Court Opinion

ID: 5508832
Source: CourtListenerOpinion
Date Created: 2022-01-10 03:27:44.818244+00
Date Added: 2024-06-11T08:34:06.975498
License: Public Domain

MARTIN, J.
The first question presented is whether the surrogate’s court erred in refusing to strike out the name of Ansel White, Jr., and his heirs, wherever the same appeared, as parties to the proceeding for an accounting before that court. If we assume that the judgment entered in the supreme court was binding upon the parties to this proceeding, and conclusive as to the death of Ansel White, Jr., without lawful issue, still it is not quite apparent how that fact required the surrogate’s court to eliminate from the proceedings before him the name of Ansel White, Jr., and his heirs. While the judgment of the supreme court was conclusive evidence of the death of Ansel White, Jr., without lawful issue, still the existence of that fact did not, we think, require the court to eliminate his name from the record in the proceedings before it. If, by reason of the introduction of such judgment in evidence, the surrogate’s court is bound to find that Ansel White, Jr., died without issue, the other parties to the proceeding are entitled to the estate in the proportions stated in the judgment in the supreme court, and each of the appellants will receive his proper share as effectually as though the name of Ansel White, Jr., and his heirs had been stricken from the record. Hence we think it follows that the denial of the appellants’ motion to strike his name and the name of his heirs from the record in the proceeding did not affect any substantial right of the appellants, and consequently was not appealable. Redf. Prac. 902; Code Civ. Proc. § 2570; In re Burnett, 15 N. Y. St. Rep. 116.

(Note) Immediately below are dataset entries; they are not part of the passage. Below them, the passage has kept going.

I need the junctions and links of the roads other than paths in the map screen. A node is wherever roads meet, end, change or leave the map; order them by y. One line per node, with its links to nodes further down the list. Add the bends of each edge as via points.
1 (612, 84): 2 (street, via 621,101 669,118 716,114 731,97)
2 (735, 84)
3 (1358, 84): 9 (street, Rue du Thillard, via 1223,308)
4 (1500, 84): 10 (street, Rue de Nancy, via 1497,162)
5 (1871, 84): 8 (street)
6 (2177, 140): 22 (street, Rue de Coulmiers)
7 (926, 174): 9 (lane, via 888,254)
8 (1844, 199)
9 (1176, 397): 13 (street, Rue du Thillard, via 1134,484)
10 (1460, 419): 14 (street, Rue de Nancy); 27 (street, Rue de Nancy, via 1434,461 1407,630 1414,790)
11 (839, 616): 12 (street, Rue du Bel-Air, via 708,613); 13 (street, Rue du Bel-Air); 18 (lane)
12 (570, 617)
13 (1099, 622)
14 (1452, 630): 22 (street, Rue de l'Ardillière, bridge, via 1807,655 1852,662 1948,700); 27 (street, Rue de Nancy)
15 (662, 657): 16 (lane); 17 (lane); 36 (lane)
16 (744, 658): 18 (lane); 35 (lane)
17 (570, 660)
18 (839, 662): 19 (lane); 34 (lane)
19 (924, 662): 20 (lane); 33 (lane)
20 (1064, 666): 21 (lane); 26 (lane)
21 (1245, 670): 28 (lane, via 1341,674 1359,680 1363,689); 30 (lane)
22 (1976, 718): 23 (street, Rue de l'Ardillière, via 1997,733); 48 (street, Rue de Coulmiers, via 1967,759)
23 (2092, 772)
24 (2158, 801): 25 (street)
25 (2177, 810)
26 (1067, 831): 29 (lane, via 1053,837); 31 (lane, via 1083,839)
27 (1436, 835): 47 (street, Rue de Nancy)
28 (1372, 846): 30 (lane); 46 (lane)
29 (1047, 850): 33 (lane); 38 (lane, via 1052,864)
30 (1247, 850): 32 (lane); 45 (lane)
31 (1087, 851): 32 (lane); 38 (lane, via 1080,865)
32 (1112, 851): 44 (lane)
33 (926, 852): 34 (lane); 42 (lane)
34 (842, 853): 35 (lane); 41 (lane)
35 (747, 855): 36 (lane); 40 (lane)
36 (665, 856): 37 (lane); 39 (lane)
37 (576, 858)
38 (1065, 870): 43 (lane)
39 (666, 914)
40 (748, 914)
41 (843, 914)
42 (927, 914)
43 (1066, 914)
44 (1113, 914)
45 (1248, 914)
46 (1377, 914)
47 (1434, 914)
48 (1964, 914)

We are also of the opinion that that portion of the order which denied the appellants’ motion to forthwith proceed with the distribution of the personal estate is not appealable. None of the parties opposed the appellants’ motion. The court refused at that time to make the decree asked for. The controversy was between the court and the parties. If the court improperly refused to proceed in the matter, and make the proper decree, the appellants’ remedy was not by appeal, but by mandamus, to compel him to discharge his duty. If this portion of the order was reversed, it would not compel the court to proceed in the matter of the accounting, and this court should not, on this appeal, attempt to make an order in the nature of a mandamus. Hayes v. Gas Co., 143 N. Y. 641, 37 N. E. 648.
This leaves for consideration the question whether that portion of the surrogate’s order which directed the executors to make further effort to ascertain whether Ansel White, Jr., was living, or, if dead, whether he left issue him surviving, and authorizing them to expend $5,000 in making such investigation, was authorized, and can be upheld. We are of the opinion that the supreme court had jurisdiction of the parties and the subject-matter of the action brought therein, and that, as the questions whether Ansel White, Jr., was *406living, or had died leaving issue, were made issues in that case, and tried and determined therein, the judgment was conclusive upon all the parties to the proceeding in the surrogate’s court, and it was bound thereby. The rule that a judgment of a court of competent jurisdiction upon a point litigated between the parties is conclusive in all subsequent controversies where the same matter comes directly in question is elementary, and so well established in this state that no authorities need be cited to sustain it. Where two or more actions or proceedings are pending at the same time for the same cause, the judgment first entered becomes conclusive upon the parties, and is not controlled by priority in the commencement of the action or proceeding. Herm. Estop. § 120. Therefore the fact that the proceeding before the surrogate’s court was first commenced does not impair the effectiveness of the judgment of the supreme court. As evidence it was conclusive as an adjudication of the same fact in an action between the same parties. Krekeler v. Ritter, 62 N. Y. 372. The supreme court having found that Ansel White, Jr., died without issue before the testator’s death, and the judgment adjudging that fact being conclusive evidence thereof, the surrogate was bound by the judgment, and there was, therefore, no necessity for that portion of the order which directed the expenditure of $5,000 of the estate in investigating a question which had already been conclusively settled by a court of competent jurisdiction. It follows, therefore, that the order appealed from, so far as it authorized the expenditure by the executors of $5,000 belonging to the estate, was unnecessary, unauthorized, and should be reversed.
Order, so far as it authorized the expenditure of $5,000 to ascertain whether Ansel White, Jr., died before the testator, without issue, reversed, with $10 costs and disbursements, to be paid out of the estate.
HARDIN, P. J., concurred.
MERWTN, J.
I think that the appeal should not in any respect prevail. Assuming that the supreme court judgment was an adjudication binding on the parties, the surrogate’s court, under the circumstances shown, had the right, under its power to control the conduct of the executors, to require them to make further investigation to a reasonable extent, to the end that, if information was obtained that White, or any descendants of his, were alive, proper steps could be taken to obtain a modification of the judgment.